Electron microscopy studies have demonstrated peroxisomal proliferation following fenofibrate administration to the rat. An adequate study to test for
peroxisome proliferation in humans has not been done, but changes in peroxisome morphology and numbers have been observed in humans after treatment with
other members of the fibrate class when liver biopsies were compared before and after treatment in the same individual.
Mutagenesis
Fenofibrate has been demonstrated to be devoid of mutagenic potential in the following tests: Ames, mouse lymphoma, chromosomal aberration
and unscheduled DNA synthesis in primary rat hepatocytes.
Impairment Of Fertility
In fertility studies rats were given oral dietary doses of fenofibrate, males received 61 days prior to mating and females 15 days prior
to mating through weaning which resulted in no adverse effect on fertility at doses up to 300 mg/kg/day (approximately 10 times the MRHD, based on mg/m2surface area comparisons).

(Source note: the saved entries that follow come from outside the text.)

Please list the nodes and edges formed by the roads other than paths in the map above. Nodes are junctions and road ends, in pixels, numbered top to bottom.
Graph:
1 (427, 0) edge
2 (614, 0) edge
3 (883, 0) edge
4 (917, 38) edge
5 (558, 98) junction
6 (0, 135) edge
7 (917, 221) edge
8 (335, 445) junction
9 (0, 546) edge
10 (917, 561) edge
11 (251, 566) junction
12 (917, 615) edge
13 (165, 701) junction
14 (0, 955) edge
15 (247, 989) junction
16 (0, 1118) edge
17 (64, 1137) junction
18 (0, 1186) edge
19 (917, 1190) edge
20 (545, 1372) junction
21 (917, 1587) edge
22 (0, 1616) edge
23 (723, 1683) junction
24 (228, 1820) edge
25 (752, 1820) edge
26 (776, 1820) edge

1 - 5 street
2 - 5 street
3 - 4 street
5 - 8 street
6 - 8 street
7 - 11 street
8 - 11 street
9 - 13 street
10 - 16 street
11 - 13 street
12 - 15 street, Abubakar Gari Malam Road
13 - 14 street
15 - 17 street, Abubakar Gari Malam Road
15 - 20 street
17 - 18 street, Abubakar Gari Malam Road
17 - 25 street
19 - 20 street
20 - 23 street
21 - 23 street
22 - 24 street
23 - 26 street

Use In Specific Populations
Pregnancy
Pregnancy Category C
Safety in pregnant women has not been established. There are no adequate and well controlled studies of fenofibrate in pregnant women. Fenofibrate should be
used during pregnancy only if the potential benefit justifies the potential risk to the fetus.
In female rats given oral dietary doses of 15, 75, and 300 mg/kg/day of fenofibrate from 15 days prior to mating through weaning, maternal toxicity was
observed at 0.3 times the maximum recommended human dose (MRHD), based on body surface area comparisons; mg/m2.

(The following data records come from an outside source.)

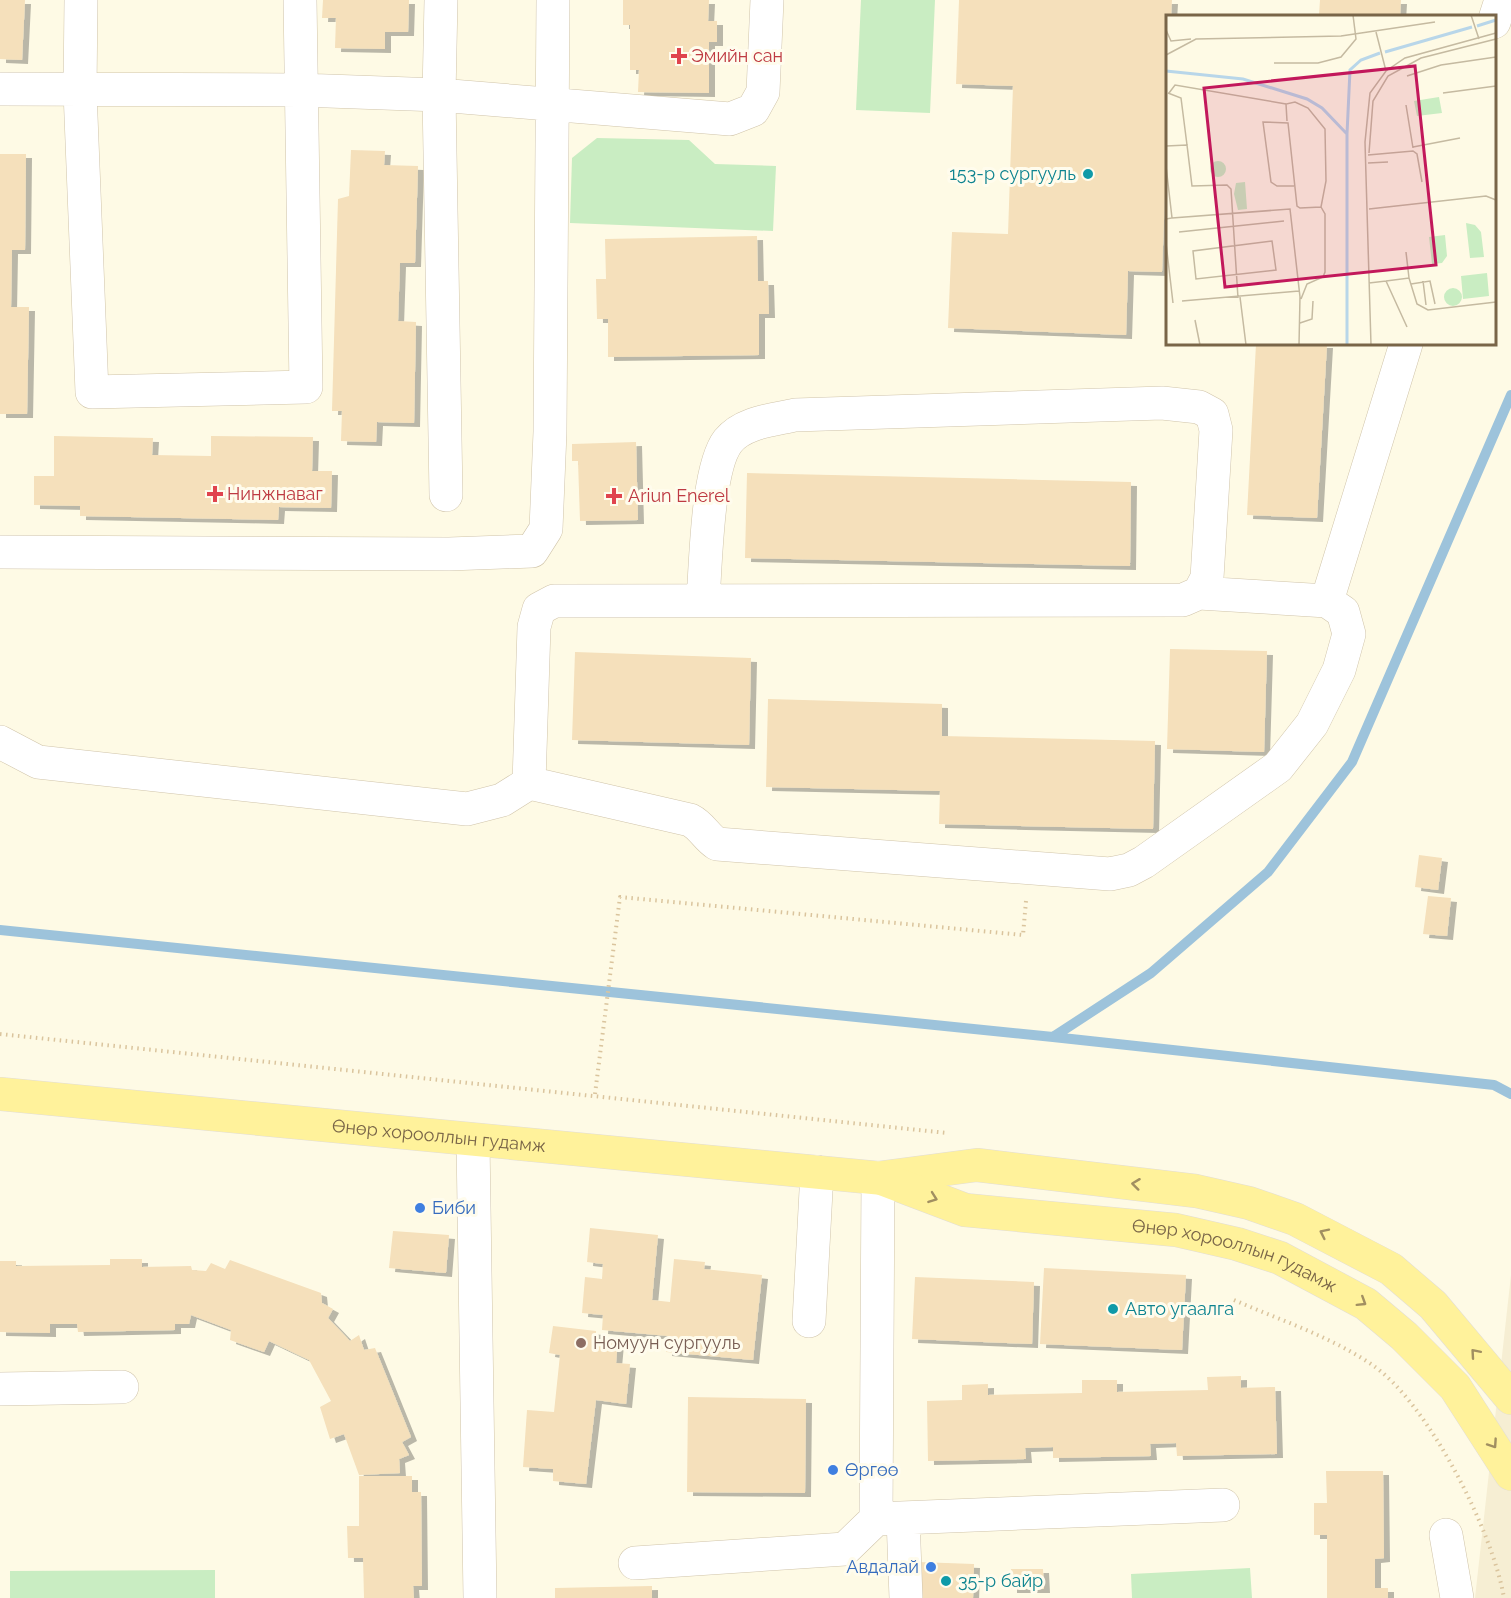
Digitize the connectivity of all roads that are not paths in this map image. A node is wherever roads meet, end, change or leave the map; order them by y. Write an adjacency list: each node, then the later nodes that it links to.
1 (81, 0): 10 (street)
2 (300, 0): 9 (street)
3 (441, 0): 11 (street)
4 (553, 0): 12 (street)
5 (767, 0): 12 (street)
6 (1501, 0): 7 (street)
7 (1496, 16)
8 (0, 89): 10 (street)
9 (300, 90): 10 (street); 10 (street); 11 (street)
10 (80, 91)
11 (439, 95): 12 (street); 14 (street)
12 (551, 104): 15 (street)
13 (1406, 345): 18 (street)
14 (446, 495)
15 (0, 552)
16 (1199, 593): 17 (street); 17 (street); 18 (street)
17 (703, 599): 20 (street)
18 (1327, 601): 20 (street)
19 (0, 742): 20 (street)
20 (529, 783)
21 (0, 1094): 22 (main road, Өнөр хорооллын гудамж)
22 (473, 1141): 23 (main road, Өнөр хорооллын гудамж); 34 (street)
23 (817, 1172): 24 (main road, Өнөр хорооллын гудамж); 25 (street)
24 (878, 1178): 26 (main road, Өнөр хорооллын гудамж, one-way to 24); 29 (main road, Өнөр хорооллын гудамж, one-way to 29); 31 (street)
25 (809, 1321)
26 (1506, 1384)
27 (122, 1388): 28 (street)
28 (0, 1389)
29 (1511, 1474)
30 (1223, 1505): 31 (street)
31 (889, 1519): 33 (street); 35 (street)
32 (1446, 1535): 36 (street)
33 (635, 1563)
34 (480, 1598)
35 (906, 1598)
36 (1457, 1598)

In pregnant rats given oral dietary doses of 14, 127, and 361 mg/kg/day from gestation day 6-15 during the period of organogenesis, adverse developmental
findings were not observed at 14 mg/kg/day (less than 1 times the MRHD, based on body surface area comparisons; mg/m2). At higher multiples of human
doses evidence of maternal toxicity was observed.
In pregnant rabbits given oral gavage doses of 15, 150, and 300 mg/kg/day from gestation day 6-18 during the period of organogenesis and allowed to deliver,
aborted litters were observed at 150 mg/kg/day (10 times the MRHD, based on body surface area comparisons: mg/m2). No developmental findings were
observed at 15 mg/kg/day (at less than 1 times the MRHD, based on body surface area comparisons; mg/m2).
In pregnant rats given oral dietary doses of 15, 75, and 300 mg/kg/day from gestation day 15 through lactation day 21 (weaning), maternal toxicity was
observed at less than 1 times the MRHD, based on body surface area comparisons; mg/m2.
Nursing Mothers
Fenofibrate should not be used in nursing mothers. A decision should be made whether to discontinue nursing or to discontinue the drug, taking into account
the importance of the drug to the mother.
Pediatric Use
Safety and effectiveness have not been established in pediatric patients.
Geriatric Use
Fenofibric acid is known to be substantially excreted by the kidney, and the risk of adverse reactions to this drug may be greater in patients with impaired renal
function. Fenofibric acid exposure is not influenced by age. Since elderly patients have a higher incidence of renal impairment, use of Triglide in the elderly
should be made on the basis of renal function [see CONTRAINDICATIONS, Renal Impairment, and CLINICAL PHARMACOLOGY]. Consider
monitoring renal function in elderly patients taking Triglide.
Renal Impairment
Patients with severe renal impairment have 2.7-fold higher exposure of fenofibric acid and increased accumulation of fenofibric acid during chronic dosing
compared with healthy volunteers. Thus, Triglide is contraindicated in patients with severe renal impairment, including those with end-stage renal disease
(ESRD) and those receiving dialysis. In addition, avoid use in patients with mild or moderate renal impairment [see CONTRAINDICATIONS, WARNINGS AND PRECAUTIONS, and CLINICAL PHARMACOLOGY].
Hepatic Impairment
The use of Triglide has not been evaluated in subjects with hepatic impairment [see CONTRAINDICATIONS and CLINICAL PHARMACOLOGY].